De in het eerste lid bedoelde toegang is voorbehouden aan :
1° de voorzitter(ster) van de Hoge Raad voor de Justitie;
2° de voorzitter(ster) van de verenigde advies- en onderzoekscommissie van de Hoge Raad voor de Justitie;
3° de voorzitter(s) (ster of sters) en de leden van de Nederlandstalige advies- en onderzoekscommissie(s) van de Hoge Raad voor de Justitie.
4° de voorzitter(s) (ster of sters) en de leden van de Franstalige advies- en onderzoekscommissie(s) van de Hoge Raad voor de Justitie;
5° de personeelsleden van de Hoge Raad voor de Justitie die daartoe schriftelijk en bij name worden aangewezen door de in 1° vermelde overheid, op grond van het ambt dat zij uitoefenen en binnen de perken van de bevoegdheden die zij aan wetten en verordeningen ontlenen.
De uitbreiding in de tijd van de toegang tot de opeenvolgende bijwerkingen van de informatiegegevens bedoeld in het eerste lid, wordt beperkt tot een periode van vijf jaar.

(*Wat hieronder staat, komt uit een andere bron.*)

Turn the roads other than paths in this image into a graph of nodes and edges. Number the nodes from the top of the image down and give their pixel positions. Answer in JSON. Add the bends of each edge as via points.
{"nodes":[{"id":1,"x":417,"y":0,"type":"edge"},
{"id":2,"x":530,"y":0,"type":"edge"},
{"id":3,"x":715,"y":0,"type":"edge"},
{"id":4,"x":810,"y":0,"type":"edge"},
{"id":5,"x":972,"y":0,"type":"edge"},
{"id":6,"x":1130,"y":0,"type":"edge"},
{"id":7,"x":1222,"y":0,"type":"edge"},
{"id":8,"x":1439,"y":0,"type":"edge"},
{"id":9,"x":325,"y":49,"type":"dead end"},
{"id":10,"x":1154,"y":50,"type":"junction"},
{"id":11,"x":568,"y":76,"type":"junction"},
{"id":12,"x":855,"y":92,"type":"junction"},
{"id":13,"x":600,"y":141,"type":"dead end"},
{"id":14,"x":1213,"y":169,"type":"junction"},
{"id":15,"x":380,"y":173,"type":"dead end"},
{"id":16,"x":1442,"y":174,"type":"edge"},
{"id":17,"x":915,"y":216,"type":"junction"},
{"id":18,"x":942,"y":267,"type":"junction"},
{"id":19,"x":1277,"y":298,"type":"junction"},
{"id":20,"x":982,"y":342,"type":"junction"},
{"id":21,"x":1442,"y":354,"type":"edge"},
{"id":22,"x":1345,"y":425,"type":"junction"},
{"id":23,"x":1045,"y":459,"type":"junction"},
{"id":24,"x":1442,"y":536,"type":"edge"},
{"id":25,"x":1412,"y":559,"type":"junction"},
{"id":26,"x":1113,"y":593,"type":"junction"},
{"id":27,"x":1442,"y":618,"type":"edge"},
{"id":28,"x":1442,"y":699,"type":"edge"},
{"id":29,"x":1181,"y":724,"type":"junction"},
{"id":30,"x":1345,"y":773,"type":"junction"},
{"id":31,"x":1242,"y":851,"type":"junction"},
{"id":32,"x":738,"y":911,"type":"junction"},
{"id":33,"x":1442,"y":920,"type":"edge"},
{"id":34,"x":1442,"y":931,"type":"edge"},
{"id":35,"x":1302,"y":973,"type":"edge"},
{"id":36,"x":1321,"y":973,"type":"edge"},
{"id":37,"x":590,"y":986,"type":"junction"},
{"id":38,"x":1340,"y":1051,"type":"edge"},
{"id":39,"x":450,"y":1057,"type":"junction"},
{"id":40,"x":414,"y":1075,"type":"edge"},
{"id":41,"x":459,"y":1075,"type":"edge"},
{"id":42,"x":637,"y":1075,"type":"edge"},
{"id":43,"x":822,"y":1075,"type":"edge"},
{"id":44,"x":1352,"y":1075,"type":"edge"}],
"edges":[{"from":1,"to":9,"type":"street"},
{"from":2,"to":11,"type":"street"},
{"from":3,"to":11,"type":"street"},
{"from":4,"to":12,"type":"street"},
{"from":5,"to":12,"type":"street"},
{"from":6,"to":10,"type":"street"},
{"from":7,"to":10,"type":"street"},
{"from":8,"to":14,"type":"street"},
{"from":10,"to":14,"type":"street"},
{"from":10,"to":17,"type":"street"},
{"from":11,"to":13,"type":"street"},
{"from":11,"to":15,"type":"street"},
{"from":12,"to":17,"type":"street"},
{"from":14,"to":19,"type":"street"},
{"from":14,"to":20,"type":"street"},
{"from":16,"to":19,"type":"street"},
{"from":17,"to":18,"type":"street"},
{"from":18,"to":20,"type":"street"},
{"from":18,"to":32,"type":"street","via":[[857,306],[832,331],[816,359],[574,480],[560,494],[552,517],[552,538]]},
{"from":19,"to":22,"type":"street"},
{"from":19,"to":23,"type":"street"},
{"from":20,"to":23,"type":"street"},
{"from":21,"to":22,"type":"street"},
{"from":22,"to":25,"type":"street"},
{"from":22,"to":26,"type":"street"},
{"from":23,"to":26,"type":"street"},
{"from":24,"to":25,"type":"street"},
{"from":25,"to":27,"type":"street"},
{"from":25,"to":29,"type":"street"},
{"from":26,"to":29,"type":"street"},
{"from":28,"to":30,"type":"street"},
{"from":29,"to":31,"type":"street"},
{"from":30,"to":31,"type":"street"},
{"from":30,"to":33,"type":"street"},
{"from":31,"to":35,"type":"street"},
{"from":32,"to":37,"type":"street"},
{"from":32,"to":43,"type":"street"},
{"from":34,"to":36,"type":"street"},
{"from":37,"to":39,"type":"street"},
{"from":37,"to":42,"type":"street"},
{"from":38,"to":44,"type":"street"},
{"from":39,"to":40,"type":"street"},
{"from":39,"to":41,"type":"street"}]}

Art.2. De met toepassing van artikel 1, eerste lid, verkregen informatiegegevens mogen enkel voor de in artikel 1, tweede lid, vermelde doeleinden worden gebruikt. Zij mogen niet worden medegedeeld aan derden.
Worden niet als derden beschouwd voor de toepassing van het eerste lid :
1° de natuurlijke personen waarop die informatiegegevens betrekking hebben, of hun wettelijke vertegenwoordigers;
2° de openbare overheden en instellingen die zelf de in artikel 5 van de voornoemde wet van 8 augustus 1983 bedoelde machtiging hebben verkregen, voor de informatiegegevens die hun mogen worden medegedeeld krachtens hun aanwijzing en in het kader van de betrekkingen die zij in de uitoefening van hun wettelijke en reglementaire bevoegdheden met elke advies- en onderzoekscommissie van de Hoge Raad voor de Justitie onderhouden voor de in artikel 1, tweede lid, bedoelde doeleinden.
Art.3. De lijst van de overeenkomstig artikel 1, derde lid, aangewezen personeelsleden met vermelding van hun ambt en hun graad, wordt jaarlijks opgemaakt en volgens dezelfde periodiciteit aan de Commissie voor de bescherming van de persoonlijke levenssfeer toegestuurd.
Art. 4. Onze Minister van Binnenlandse Zaken en Onze Minister van Justitie zijn, ieder wat hem betreft, belast met de uitvoering van dit besluit.
Gegeven te Brussel, 26 april 2002.
ALBERT
Van Koningswege :
De Minister van Binnenlandse Zaken,
A. DUQUESNE
De Minister van Justitie,
M. VERWILGHEN.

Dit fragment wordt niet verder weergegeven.